The rumour around Beer Nerd circles was that this first bottled batch had its hops ‘backwards’, with the result that there was less emphasis on the citrussy American Cascade hop front. I’m not sure whether it’s true or not — there is a disturbing little trend, even among properly-geeky craft brewers, of ‘covering up’ these little accidental variations that happen from time to time — but even if it is, from my tasting of this first-batch bottle, it’d only mean this was effectively another minor ‘remix’, and still a delicious, conspicuously-hopped, rich dark ale.
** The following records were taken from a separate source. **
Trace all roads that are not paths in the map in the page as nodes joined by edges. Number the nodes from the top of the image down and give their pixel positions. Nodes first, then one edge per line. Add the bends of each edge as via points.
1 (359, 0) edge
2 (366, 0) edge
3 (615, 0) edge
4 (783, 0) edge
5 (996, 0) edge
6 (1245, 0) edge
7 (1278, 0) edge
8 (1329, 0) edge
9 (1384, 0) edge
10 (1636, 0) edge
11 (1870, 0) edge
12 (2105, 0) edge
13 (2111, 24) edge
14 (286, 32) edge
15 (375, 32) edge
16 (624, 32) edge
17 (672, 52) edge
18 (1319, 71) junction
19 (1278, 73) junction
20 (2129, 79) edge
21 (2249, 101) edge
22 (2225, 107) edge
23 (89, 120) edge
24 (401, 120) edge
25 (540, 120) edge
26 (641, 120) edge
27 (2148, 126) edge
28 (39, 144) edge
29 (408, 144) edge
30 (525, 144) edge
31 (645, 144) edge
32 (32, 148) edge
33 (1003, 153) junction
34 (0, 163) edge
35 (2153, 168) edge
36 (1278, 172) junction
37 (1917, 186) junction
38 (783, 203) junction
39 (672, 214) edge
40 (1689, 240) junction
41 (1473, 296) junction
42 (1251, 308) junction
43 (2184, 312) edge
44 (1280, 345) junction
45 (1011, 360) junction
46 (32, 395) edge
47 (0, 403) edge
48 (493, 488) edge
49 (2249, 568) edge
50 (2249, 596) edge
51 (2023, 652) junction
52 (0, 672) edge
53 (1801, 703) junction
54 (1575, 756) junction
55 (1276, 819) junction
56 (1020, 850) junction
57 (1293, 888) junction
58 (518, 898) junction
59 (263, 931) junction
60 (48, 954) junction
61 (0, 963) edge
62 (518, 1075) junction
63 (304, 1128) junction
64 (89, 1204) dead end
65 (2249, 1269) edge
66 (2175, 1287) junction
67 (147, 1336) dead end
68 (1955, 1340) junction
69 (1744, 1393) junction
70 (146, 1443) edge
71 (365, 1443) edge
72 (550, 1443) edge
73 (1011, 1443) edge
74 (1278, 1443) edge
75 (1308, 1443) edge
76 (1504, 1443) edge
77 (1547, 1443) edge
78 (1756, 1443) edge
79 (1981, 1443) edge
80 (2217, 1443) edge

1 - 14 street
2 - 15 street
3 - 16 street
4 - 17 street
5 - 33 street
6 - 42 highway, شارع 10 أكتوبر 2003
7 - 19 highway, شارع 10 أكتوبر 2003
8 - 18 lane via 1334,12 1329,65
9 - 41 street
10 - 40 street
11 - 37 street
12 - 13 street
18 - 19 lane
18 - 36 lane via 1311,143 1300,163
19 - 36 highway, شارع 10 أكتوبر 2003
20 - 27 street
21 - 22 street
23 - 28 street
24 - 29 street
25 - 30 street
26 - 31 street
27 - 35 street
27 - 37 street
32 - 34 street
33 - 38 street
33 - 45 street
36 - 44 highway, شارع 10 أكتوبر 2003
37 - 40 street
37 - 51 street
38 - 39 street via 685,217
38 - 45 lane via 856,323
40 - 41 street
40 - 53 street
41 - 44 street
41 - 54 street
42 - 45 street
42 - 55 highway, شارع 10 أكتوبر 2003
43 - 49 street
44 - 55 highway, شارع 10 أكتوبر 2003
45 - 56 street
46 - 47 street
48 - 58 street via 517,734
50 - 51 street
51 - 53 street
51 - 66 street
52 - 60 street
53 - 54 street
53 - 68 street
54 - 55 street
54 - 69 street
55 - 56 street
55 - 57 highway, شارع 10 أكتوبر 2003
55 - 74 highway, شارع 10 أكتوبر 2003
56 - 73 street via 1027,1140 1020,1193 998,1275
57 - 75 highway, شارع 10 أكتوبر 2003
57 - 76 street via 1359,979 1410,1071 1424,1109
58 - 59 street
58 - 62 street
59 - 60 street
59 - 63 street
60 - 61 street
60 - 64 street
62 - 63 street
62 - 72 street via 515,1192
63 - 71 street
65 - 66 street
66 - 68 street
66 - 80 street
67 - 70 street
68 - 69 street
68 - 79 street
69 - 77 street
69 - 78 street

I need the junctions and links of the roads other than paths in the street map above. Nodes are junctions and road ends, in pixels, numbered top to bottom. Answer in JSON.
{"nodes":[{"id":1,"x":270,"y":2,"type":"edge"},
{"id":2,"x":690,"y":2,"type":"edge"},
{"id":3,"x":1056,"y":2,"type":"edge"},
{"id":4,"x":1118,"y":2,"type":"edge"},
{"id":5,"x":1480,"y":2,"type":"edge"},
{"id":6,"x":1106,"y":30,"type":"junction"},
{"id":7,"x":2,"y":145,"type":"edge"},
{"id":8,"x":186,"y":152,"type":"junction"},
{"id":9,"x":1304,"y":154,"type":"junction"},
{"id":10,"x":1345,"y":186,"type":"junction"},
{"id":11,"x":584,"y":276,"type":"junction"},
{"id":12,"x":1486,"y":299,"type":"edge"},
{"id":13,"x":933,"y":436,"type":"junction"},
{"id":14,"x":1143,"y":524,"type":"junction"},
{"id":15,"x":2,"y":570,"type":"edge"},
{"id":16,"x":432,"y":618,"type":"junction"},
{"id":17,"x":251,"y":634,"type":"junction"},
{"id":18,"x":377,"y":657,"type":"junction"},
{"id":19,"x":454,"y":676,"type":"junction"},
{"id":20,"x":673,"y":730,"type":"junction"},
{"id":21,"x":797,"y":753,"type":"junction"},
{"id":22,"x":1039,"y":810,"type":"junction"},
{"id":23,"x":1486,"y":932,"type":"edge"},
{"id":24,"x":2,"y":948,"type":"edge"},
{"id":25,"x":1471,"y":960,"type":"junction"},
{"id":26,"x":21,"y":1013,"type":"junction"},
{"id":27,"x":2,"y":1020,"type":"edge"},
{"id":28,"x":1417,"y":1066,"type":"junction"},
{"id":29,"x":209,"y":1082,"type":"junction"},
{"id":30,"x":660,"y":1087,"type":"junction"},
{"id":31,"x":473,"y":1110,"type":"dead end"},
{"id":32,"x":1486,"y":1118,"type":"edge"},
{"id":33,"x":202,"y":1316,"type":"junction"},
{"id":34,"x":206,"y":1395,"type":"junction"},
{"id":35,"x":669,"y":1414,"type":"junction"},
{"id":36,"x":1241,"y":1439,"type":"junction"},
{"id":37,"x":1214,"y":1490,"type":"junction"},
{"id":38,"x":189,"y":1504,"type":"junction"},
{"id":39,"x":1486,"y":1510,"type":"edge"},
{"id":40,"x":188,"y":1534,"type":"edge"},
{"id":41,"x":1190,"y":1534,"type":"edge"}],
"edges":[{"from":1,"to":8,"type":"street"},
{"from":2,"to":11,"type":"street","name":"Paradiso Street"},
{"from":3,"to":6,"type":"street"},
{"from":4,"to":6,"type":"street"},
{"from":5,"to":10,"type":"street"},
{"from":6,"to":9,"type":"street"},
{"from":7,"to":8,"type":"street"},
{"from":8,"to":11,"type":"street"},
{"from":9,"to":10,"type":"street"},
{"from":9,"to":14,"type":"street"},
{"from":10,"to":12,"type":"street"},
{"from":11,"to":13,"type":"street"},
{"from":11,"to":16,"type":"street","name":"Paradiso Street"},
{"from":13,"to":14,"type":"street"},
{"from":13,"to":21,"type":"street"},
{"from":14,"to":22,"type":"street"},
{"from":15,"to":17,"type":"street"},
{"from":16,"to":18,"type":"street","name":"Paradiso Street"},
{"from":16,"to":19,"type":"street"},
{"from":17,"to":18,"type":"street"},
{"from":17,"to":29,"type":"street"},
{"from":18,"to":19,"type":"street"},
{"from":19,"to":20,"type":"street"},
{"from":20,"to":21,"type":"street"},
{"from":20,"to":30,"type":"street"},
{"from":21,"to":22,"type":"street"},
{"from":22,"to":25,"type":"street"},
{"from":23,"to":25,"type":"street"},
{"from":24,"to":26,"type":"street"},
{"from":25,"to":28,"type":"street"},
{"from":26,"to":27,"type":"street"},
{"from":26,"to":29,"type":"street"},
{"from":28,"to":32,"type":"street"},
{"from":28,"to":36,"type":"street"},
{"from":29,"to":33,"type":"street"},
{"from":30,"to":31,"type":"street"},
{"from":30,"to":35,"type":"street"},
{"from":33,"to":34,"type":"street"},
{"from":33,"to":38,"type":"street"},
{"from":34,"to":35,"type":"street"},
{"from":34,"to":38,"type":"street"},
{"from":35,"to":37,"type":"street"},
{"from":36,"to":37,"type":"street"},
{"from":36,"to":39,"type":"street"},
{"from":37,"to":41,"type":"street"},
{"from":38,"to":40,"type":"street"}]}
Deciding how to style-tag ‘Her Majesty’ was difficult enough, but this one complicates things in its own way, too. In both cases, I’ve opted for ‘Porter’, and Porter is how PKB was initially pitched, although always with things like “American-style” or “hoppier-than-usual” appended to the front. Truth is, this really deserves credit for being part of the emergence of what will amount to the newest craft beer style: Black IPA. More and more breweries are experimenting in this direction, with frequently-delicious results.
Verbatim: Yeastie Boys ‘Pot Kettle Black’ 8/9/10 330ml from Stu himself @ Beervana time. 6% The first bottled Yeastie, and the rumour among the beer nerds is that the hops are backwards, lessening the Cascade focus. (In this batch, at least.) Seems plausible, but that would only ever relegate this to “delicious Porter” — [with] a touch more zip + zest than usual. Ooh, it grows, though.